Exercise description: Reproduce the listing exactly, with no pictures in your copy.

Entries provided:
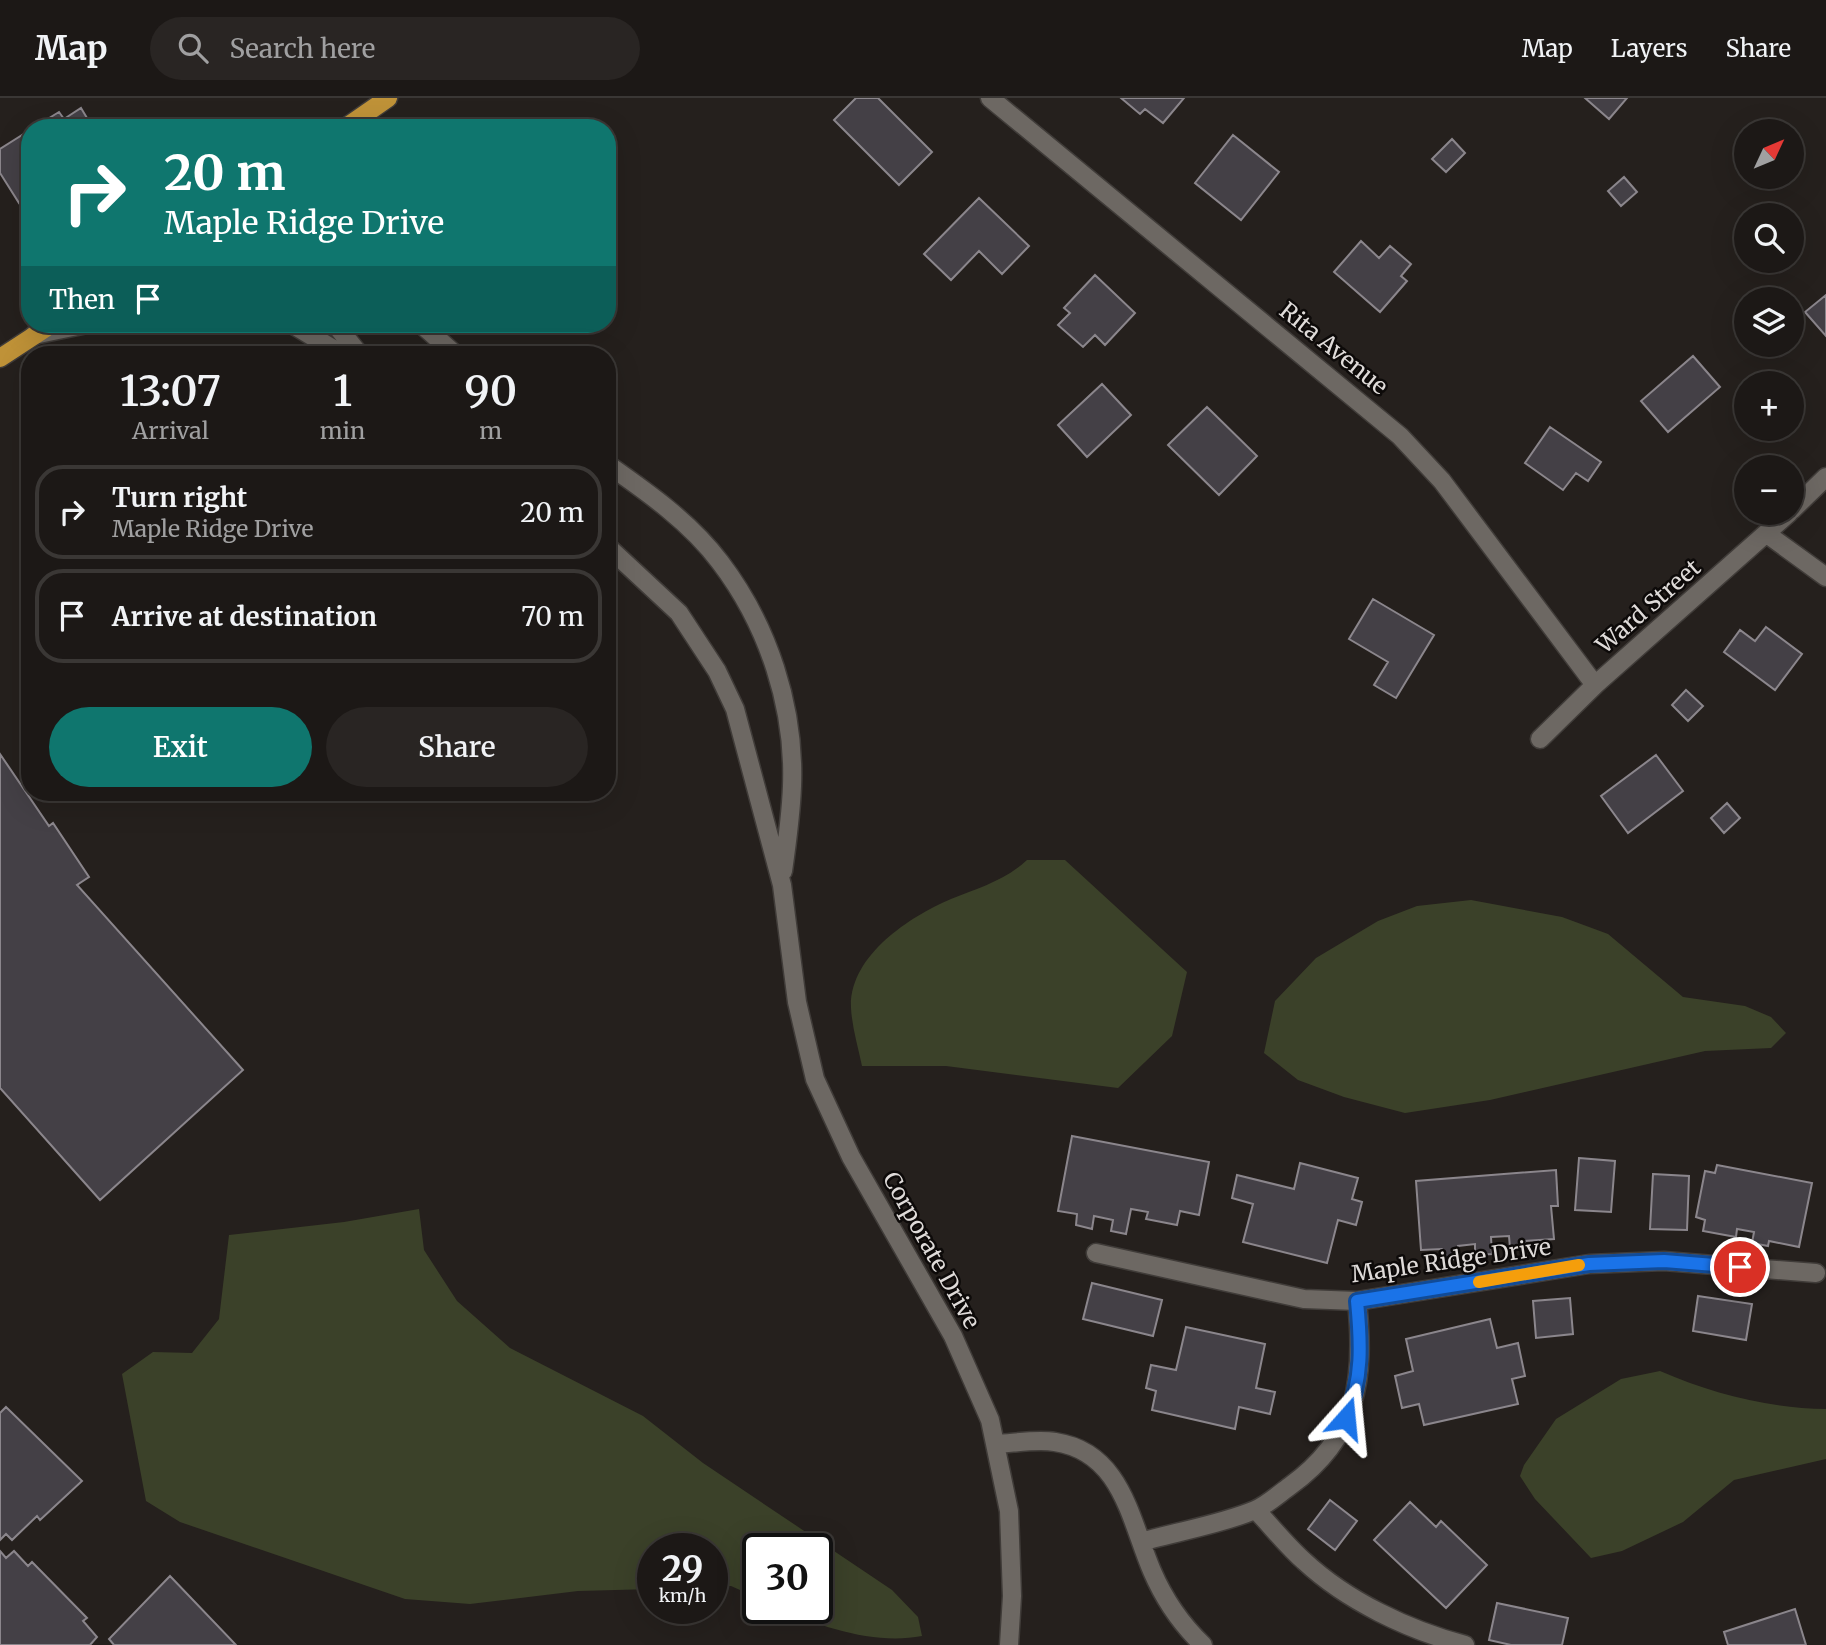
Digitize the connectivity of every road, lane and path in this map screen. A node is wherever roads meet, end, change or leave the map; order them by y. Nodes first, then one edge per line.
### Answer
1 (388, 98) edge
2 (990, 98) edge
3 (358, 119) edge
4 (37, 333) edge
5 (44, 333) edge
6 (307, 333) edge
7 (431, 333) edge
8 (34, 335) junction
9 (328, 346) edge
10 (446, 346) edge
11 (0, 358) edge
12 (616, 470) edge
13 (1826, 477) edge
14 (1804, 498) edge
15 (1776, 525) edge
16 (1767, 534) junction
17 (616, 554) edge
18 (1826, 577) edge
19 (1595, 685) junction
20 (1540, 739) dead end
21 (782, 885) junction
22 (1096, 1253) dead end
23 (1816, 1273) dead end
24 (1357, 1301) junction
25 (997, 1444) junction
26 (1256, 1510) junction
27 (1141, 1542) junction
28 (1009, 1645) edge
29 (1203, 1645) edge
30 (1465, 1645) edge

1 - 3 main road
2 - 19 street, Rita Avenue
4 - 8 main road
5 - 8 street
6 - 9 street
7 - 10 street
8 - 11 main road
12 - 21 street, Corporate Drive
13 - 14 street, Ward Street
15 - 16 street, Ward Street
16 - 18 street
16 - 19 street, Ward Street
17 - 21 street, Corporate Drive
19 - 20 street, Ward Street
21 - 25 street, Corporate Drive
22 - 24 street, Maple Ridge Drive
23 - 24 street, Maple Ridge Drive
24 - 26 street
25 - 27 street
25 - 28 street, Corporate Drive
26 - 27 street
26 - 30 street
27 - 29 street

Response area:
Digitize the connectivity of every road, lane and path in this map screen. A node is wherever roads meet, end, change or leave the map; order them by y. Nodes first, then one edge per line.
### Answer
1 (388, 98) edge
2 (990, 98) edge
3 (358, 119) edge
4 (37, 333) edge
5 (44, 333) edge
6 (307, 333) edge
7 (431, 333) edge
8 (34, 335) junction
9 (328, 346) edge
10 (446, 346) edge
11 (0, 358) edge
12 (616, 470) edge
13 (1826, 477) edge
14 (1804, 498) edge
15 (1776, 525) edge
16 (1767, 534) junction
17 (616, 554) edge
18 (1826, 577) edge
19 (1595, 685) junction
20 (1540, 739) dead end
21 (782, 885) junction
22 (1096, 1253) dead end
23 (1816, 1273) dead end
24 (1357, 1301) junction
25 (997, 1444) junction
26 (1256, 1510) junction
27 (1141, 1542) junction
28 (1009, 1645) edge
29 (1203, 1645) edge
30 (1465, 1645) edge

1 - 3 main road
2 - 19 street, Rita Avenue
4 - 8 main road
5 - 8 street
6 - 9 street
7 - 10 street
8 - 11 main road
12 - 21 street, Corporate Drive
13 - 14 street, Ward Street
15 - 16 street, Ward Street
16 - 18 street
16 - 19 street, Ward Street
17 - 21 street, Corporate Drive
19 - 20 street, Ward Street
21 - 25 street, Corporate Drive
22 - 24 street, Maple Ridge Drive
23 - 24 street, Maple Ridge Drive
24 - 26 street
25 - 27 street
25 - 28 street, Corporate Drive
26 - 27 street
26 - 30 street
27 - 29 street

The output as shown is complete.